On Thursday, Celsius said in a blog post that it was taking “significant steps to preserve and protect assets and explore the options available to us.”
Those options include “pursuing strategic transactions as well as restructuring our liabilities, among other ways.”
The problems with Celsius revealed a weakness in many of the lending models used in the cryptocurrency industry that offered users high returns.
4. Developments with Three Arrows Capital
Three Arrows Capital is one of the most prominent hedge funds focused on cryptocurrency investments, is facing asset divestment, a source with knowledge of the matter told CNBC, in another indication of the crisis the cryptocurrency industry is going through.
The Financial Times reported last month that US-based cryptocurrency lenders BlockFi and Genesis have liquidated some of 3AC’s positions. 3AC had borrowed from BlockFi, but was unable to respond to the margin call.
Subsequently, 3AC defaulted on a loan worth over $660 million from Voyager Digital.

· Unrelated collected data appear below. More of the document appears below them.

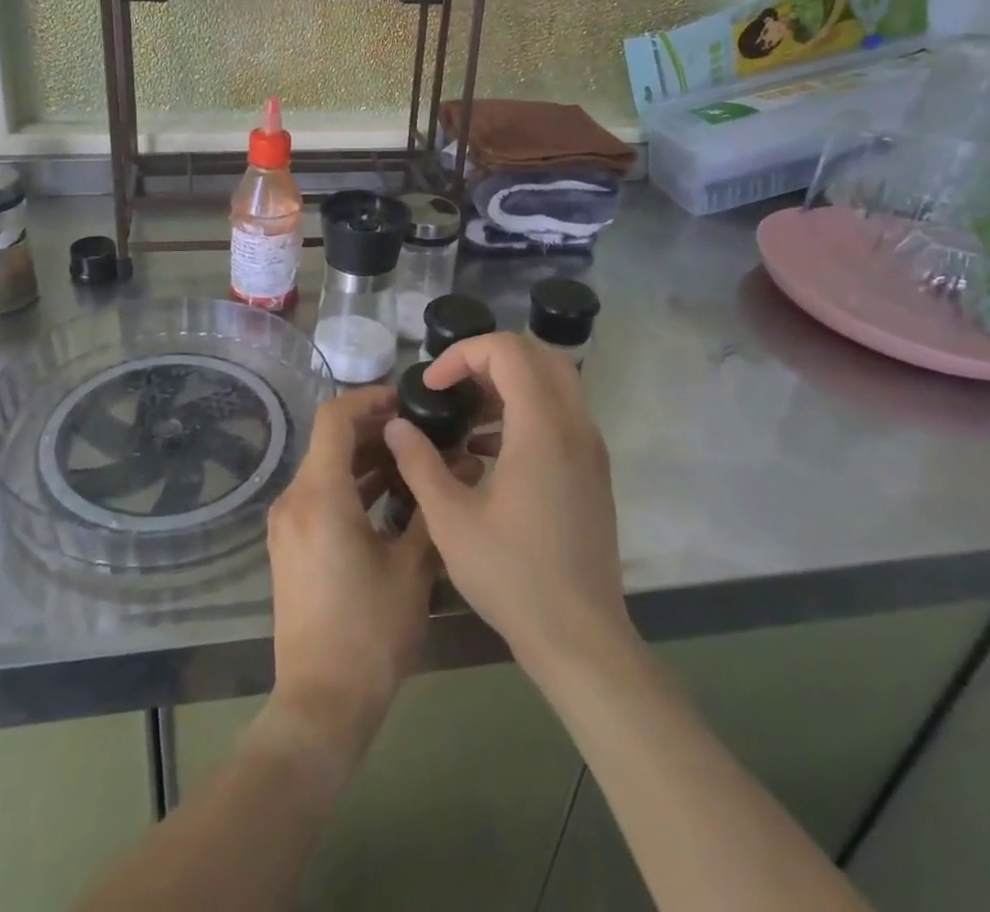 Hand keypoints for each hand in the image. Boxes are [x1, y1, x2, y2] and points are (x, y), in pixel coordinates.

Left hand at [265, 385, 441, 766]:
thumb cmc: (370, 633)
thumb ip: (431, 508)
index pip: (335, 418)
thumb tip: (461, 465)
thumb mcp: (412, 569)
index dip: (368, 399)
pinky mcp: (289, 544)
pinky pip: (319, 494)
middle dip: (374, 430)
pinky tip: (389, 497)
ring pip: (325, 468)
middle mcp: (294, 499)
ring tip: (412, 461)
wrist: (320, 703)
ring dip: (364, 459)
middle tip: (420, 432)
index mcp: (320, 495)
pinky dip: (351, 485)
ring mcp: (287, 523)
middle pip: (330, 441)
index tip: (405, 399)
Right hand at [384, 333, 631, 676]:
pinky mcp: (592, 471)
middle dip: (487, 359)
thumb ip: (419, 462)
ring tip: (464, 419)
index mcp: (541, 428)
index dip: (462, 354)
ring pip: (553, 382)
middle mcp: (574, 426)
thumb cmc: (512, 576)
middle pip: (537, 354)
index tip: (432, 387)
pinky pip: (560, 414)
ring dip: (507, 384)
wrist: (581, 639)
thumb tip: (397, 424)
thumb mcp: (449, 519)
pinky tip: (487, 452)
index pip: (507, 350)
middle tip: (451, 387)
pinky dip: (525, 411)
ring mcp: (589, 448) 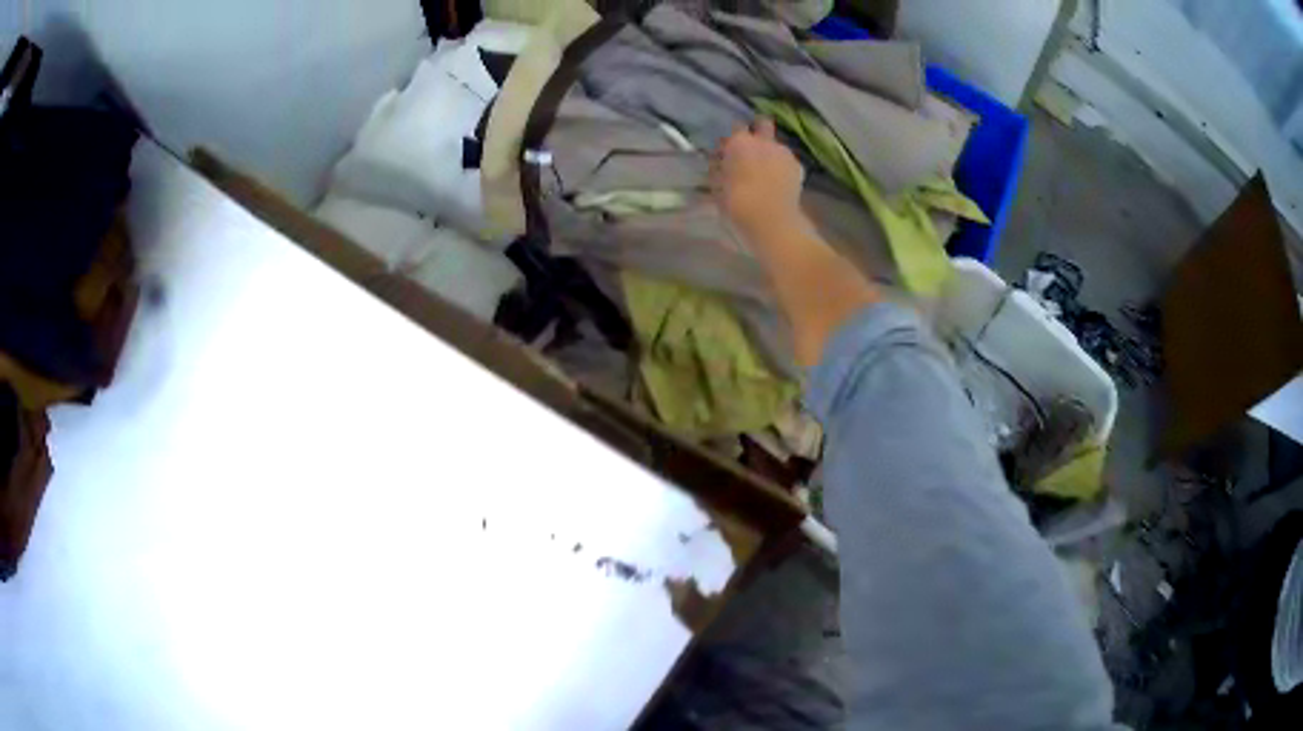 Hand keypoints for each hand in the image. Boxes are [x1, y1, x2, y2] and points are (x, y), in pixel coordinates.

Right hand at [712, 118, 804, 235]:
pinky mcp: (797, 166)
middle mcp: (763, 141)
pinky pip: (787, 160)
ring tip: (766, 170)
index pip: (735, 127)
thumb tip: (719, 162)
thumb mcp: (718, 186)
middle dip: (758, 130)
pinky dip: (782, 166)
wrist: (772, 220)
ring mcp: (783, 152)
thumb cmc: (738, 204)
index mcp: (739, 143)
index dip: (732, 139)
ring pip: (776, 144)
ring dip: (771, 151)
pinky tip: (778, 181)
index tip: (728, 150)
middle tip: (751, 148)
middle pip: (763, 124)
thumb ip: (718, 169) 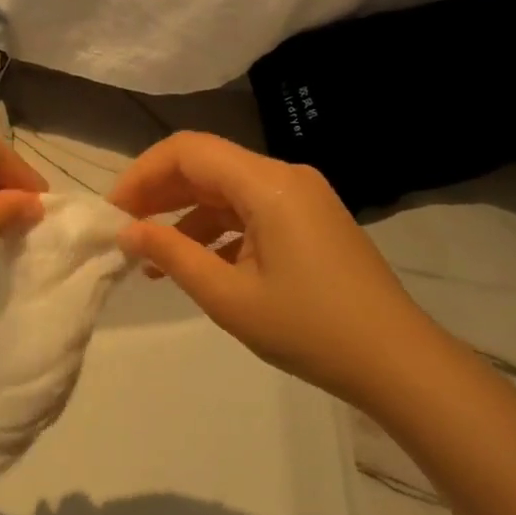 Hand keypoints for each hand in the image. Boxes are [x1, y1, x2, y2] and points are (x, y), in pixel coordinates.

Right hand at [107, 132, 439, 407]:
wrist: (400, 364)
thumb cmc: (310, 329)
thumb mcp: (229, 297)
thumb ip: (172, 256)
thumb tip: (127, 231)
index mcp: (267, 183)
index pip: (188, 151)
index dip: (143, 173)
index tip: (115, 210)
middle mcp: (284, 176)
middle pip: (206, 165)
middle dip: (160, 193)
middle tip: (125, 230)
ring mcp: (301, 196)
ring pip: (226, 189)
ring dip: (186, 215)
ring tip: (152, 258)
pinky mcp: (310, 220)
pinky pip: (251, 209)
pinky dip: (218, 229)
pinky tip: (197, 264) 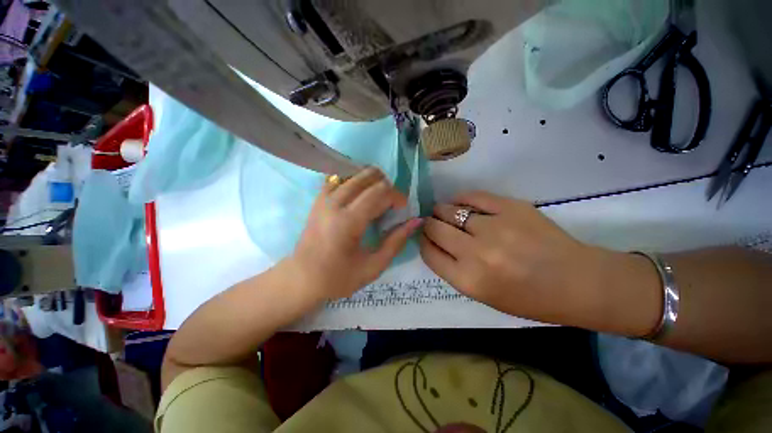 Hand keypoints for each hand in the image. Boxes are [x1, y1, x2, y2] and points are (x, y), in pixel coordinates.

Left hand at [290, 167, 422, 300]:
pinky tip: (360, 193)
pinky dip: (354, 180)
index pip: (380, 192)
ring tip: (378, 197)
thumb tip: (416, 220)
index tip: (403, 208)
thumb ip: (396, 241)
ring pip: (353, 173)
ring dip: (372, 180)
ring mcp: (324, 198)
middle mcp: (335, 204)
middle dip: (387, 185)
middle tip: (391, 203)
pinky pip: (339, 178)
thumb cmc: (339, 278)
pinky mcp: (318, 199)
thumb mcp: (374, 266)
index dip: (397, 196)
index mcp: (349, 222)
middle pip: (368, 177)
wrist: (302, 279)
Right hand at [419, 191, 652, 328]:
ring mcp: (494, 227)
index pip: (428, 253)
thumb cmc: (528, 298)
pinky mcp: (511, 207)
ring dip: (442, 210)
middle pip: (434, 228)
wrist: (577, 282)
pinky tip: (461, 202)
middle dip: (429, 224)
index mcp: (469, 280)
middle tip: (433, 223)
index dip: (424, 242)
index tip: (427, 238)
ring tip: (445, 212)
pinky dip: (461, 198)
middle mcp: (476, 253)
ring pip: (449, 210)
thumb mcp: (482, 295)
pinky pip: (473, 196)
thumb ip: (453, 269)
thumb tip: (435, 243) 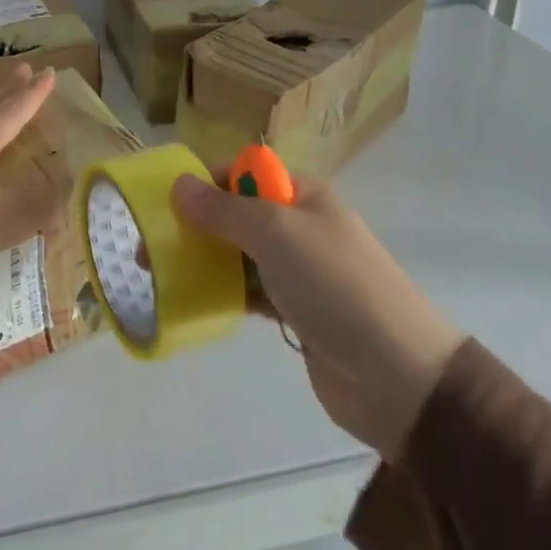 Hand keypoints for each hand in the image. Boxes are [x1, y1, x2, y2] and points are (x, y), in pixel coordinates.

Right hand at [169, 173, 463, 456]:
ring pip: (240, 255)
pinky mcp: (297, 312)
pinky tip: (194, 302)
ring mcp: (300, 272)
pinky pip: (251, 292)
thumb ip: (223, 208)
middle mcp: (301, 226)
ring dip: (205, 260)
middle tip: (150, 248)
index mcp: (303, 195)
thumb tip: (178, 183)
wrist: (399, 376)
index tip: (166, 206)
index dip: (205, 182)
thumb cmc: (335, 286)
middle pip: (237, 214)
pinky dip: (224, 293)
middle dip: (195, 225)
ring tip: (160, 276)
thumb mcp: (275, 233)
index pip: (244, 173)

As a result, Three Arrows Capital is moving to divest assets, a person with knowledge of the matter told CNBC this week.
5. The trading freeze by Coinflex
The cryptocurrency exchange CoinFlex stopped customer withdrawals last month, citing “extreme market conditions”.
CoinFlex had another problem with a customer failing to repay a $47 million debt, creating a liquidity problem for the company. That customer was well-known investor Roger Ver.
The exchange said that normally, in the event of a negative account, a process of liquidation of positions follows. But CoinFlex and Ver had an agreement that did not allow this.
CoinFlex issued a new token called Recovery Value USD, or rvUSD, to raise the $47 million so that it could continue withdrawals and is offering a 20% interest rate for investors wishing to buy and hold the digital currency.